BootsnAll Travel Network



Patagonia: Whales, Dinosaurs and an Incredible Glacier

Our first taste of Patagonia was not of the windswept mountain and glacial scenery that has made the region famous, but of a coastal area as close to Buenos Aires as to Parque Nacional los Glaciares. After a long bus trip from Córdoba we arrived in Puerto Madryn on the Peninsula Valdés on Argentina’s east coast, roughly halfway down the length of the country. The highlight of our stay there was a whale-watching boat trip at Puerto Pirámides – we saw two sets of mother-and-child whales, and one swam right past our boat (easily within five metres). It was pretty thrilling to see what you could see, but I don’t think whale-watching is as great as I heard it described by others the day before, since you simply don’t see enough of the animal.

From Trelew a bit further south from Puerto Madryn, we considered a dolphin-spotting trip and an excursion to see penguins, but in the end we didn’t do either (the latter because we know we’re going to see penguins shortly in Antarctica). Instead we visited the excellent dinosaur museum in Trelew, which was very well presented and contained impressive fossils, and otherwise tried to stay out of the rain.

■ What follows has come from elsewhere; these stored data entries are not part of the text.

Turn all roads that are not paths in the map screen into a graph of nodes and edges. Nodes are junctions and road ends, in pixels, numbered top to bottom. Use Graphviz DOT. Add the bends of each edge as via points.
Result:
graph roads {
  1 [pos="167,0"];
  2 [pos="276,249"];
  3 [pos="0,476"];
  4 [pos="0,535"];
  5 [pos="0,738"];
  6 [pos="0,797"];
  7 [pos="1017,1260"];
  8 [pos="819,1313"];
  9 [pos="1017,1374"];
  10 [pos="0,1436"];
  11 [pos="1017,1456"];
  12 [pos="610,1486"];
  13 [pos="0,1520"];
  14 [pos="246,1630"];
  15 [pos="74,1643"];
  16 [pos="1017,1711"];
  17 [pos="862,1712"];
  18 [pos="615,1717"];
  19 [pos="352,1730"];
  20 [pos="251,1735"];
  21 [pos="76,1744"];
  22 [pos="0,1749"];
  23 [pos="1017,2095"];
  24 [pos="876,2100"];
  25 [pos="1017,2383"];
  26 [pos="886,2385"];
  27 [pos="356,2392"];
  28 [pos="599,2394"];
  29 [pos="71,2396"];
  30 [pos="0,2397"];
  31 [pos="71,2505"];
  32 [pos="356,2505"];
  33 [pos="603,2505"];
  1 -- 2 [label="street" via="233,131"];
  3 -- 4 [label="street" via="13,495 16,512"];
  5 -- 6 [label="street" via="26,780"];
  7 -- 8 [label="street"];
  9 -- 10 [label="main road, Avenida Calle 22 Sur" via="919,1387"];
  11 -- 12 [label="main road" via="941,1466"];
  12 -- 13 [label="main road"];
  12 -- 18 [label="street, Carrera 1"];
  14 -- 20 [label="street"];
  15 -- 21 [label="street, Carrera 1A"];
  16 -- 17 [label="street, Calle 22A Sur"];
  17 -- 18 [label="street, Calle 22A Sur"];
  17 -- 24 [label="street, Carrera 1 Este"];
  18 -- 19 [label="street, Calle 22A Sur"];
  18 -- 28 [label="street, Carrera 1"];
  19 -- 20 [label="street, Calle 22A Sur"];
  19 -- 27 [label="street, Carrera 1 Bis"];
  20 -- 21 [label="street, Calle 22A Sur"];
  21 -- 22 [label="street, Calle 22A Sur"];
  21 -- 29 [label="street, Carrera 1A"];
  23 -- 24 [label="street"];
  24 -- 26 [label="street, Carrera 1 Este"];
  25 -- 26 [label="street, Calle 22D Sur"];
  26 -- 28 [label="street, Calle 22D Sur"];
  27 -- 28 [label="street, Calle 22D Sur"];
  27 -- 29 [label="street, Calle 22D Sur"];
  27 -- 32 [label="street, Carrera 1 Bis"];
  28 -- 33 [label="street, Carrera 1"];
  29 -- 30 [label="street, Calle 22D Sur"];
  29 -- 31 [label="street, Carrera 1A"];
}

From the coast we took another overnight bus trip that took more than 24 hours all told, with a stopover in Rio Gallegos, past the never-ending emptiness of Patagonia to the heart of the region – or at least its tourist heart. (In the meantime, less than two months after being further north on the globe than we’d ever been before in Estonia, we’re now further south than we’ve ever been.) Around the Glaciers National Park are the two things we most wanted to see/do in Argentine Patagonia – visit the famous Perito Moreno Glacier, still advancing even as almost all other glaciers in the world are retreating due to climate change, and experience Patagonian trekking for the first time in the area around Mt. Fitz Roy. We started with the glacier, and were very lucky in this cold, windswept land to have a sunny day for our visit (especially as every day since has been overcast, very windy and a bit rainy).

Perito MorenoThere are barely enough superlatives in any language to describe the wondrous glacier. Imagine jagged glacial cliffs as tall as skyscrapers (60 metres high), sparkling white and a gorgeous light blue in the sunlight. Imagine the thunderous roar of the glacier as it creaks and groans and then imagine the sight of chunks of ice bigger than cars breaking from the main structure and plunging into Lake Argentina below with a deafening crash, now resigned to the life of a floating iceberg. And finally imagine that what you’re seeing is just – pardon the pun – the tip of the iceberg: the glacier stretches back 30 kilometres. We spent four-and-a-half hours looking at the glacier, mesmerised the entire time. I rate it not only as the biggest highlight of this second South American trip so far but also, along with the glacier and peak of Mt. Rakaposhi in Pakistan and the 8000m peak amphitheatre of the Annapurna Base Camp in Nepal, as one of the top three natural sights I’ve seen (with apologies to the Egyptian White Desert, Cappadocia in Turkey, Laguna Paron in Peru, Fairy Meadows in Pakistan, Zhangzhajie in China and many others).

Sunburned but happy, we left El Calafate a couple of days ago for El Chaltén, the base for trekking expeditions into the northern part of the same national park that contains Perito Moreno. Pending the weather (always an issue in Patagonia; we will not get the eternally blue skies of our Nepal or Kyrgyz treks here), we’re hoping to do a multi-day excursion into the national park for views of Cerro Torre and Mt. Fitz Roy, and several glacial lakes as well.